Why would this be helpful in school? Well if a child can’t establish good personal relationships, they may not fare well with their peers or even with their teachers. They don’t necessarily know how to handle their emotional responses to failure or a bad grade, or cope with a fight with a friend. This doesn’t make school a happy place, or a place that is necessarily conducive to learning.

Empathy is often placed at the center of social-emotional learning and is something that is thought to have some kind of genetic basis. One study looking at empathy among identical and fraternal twins reported that 42 to 55 percent of the variability in empathetic responses to a distressed adult could be accounted for by genetic factors.

Importantly, however, this isn’t consistent across the lifespan. At 14 months, there was no genetic effect on empathy at all; at 24 months, genetics accounted for 25 percent of empathetic responses and got higher as the children got older (Knafo et al., 2008).

But that doesn’t mean that social-emotional skills like empathy can’t be learned. In fact, research suggests that SEL can be taught, modeled, and practiced effectively.

First, it can be modeled at home. One classic study reported that practicing role-playing and role-switching enhanced altruism in 6-year-old boys (Iannotti, 1978). In another study of high schoolers, mothers who had a nonpunitive, nonrestrictive, egalitarian, parenting style, set high standards for their kids, and encouraged kids to talk about their problems, were the most likely to have highly empathetic boys (Eisenberg-Berg & Mussen, 1978).

Social-emotional skills can also be modeled in schools, which is why many schools across the U.S. have begun to implement universal SEL programs as part of their curricula. In participating schools, research suggests that SEL programs can improve achievement scores on tests, GPAs, attendance rates, and positive behaviors, and reduce misbehavior, disciplinary actions, and suspensions (Goleman, 2005). Likewise, in a study that analyzed 213 school-based SEL programs involving over 270,000 students from kindergarten through high school, researchers reported that SEL programs effectively improved students’ emotional skills, attitudes, and behavior, and even found an 11 percentile increase in academic performance (Durlak et al., 2011)
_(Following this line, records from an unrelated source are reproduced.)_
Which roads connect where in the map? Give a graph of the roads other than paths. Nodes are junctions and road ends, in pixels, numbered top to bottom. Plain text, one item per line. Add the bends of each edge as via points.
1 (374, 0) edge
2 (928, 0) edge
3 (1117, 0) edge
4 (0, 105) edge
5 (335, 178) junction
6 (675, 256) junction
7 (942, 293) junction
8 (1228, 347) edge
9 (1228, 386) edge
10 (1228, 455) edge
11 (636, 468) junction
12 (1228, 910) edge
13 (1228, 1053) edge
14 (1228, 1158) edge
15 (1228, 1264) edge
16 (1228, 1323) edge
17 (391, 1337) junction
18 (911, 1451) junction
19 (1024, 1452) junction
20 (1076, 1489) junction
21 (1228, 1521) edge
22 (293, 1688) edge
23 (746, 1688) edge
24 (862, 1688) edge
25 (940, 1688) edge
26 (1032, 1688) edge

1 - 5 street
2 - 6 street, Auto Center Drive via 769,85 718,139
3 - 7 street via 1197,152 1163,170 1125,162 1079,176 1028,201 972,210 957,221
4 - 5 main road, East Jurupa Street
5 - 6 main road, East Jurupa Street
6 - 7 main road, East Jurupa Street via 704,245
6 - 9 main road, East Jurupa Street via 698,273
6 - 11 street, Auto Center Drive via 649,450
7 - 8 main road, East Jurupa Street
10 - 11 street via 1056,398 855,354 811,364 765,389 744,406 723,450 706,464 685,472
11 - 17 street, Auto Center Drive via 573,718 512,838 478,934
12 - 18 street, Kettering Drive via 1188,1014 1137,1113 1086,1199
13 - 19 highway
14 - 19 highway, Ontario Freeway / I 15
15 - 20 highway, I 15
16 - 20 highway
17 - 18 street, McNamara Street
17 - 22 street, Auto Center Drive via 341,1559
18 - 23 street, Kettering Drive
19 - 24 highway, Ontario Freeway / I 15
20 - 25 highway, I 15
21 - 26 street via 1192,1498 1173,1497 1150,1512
Altogether, this research suggests that even though some social-emotional skills like empathy might have a genetic basis, they can certainly be taught, and they can change over time. So if you’re worried about how your child is doing in school, besides just thinking about homework, maybe it’s time to start thinking about how modeling emotional skills might help kids cope better with the social pressures of the school day. After all, going to school isn’t just about learning math and reading, it’s also about learning to be socially responsible, how to handle difficult emotions, and how to interact competently with both peers and teachers.

So even if social-emotional skills don’t necessarily help solve that difficult algebra problem, they might help your child deal with the frustration and potential anxiety that it causes, and the social (and sometimes very public) consequences of that struggle, which can be more than half the battle.

References

Durlak, J. A., Weissberg, R. P., Dymnicki, A. B., Taylor, R. D., & Schellinger, K. B. (2011). The impact of enhancing students’ social and emotional learning: A meta‐analysis of school‐based universal interventions. Child development, 82(1), 405-432.

Eisenberg-Berg, N., & Mussen, P. (1978). Empathy and moral development in adolescence. Developmental psychology, 14(2), 185.

Goleman, D. (2005). Emotional Intelligence, Bantam Dell, New York: New York.

Iannotti, R. J. (1978). Effect of role-taking experiences on role taking, empathy, altruism, and aggression. Developmental Psychology, 14(2), 119.

Knafo, A., Zahn-Waxler, C., Van Hulle, C., Robinson, J. L., & Rhee, S. H. (2008). The developmental origins of a disposition toward empathy: Genetic and environmental contributions. Emotion, 8(6), 737.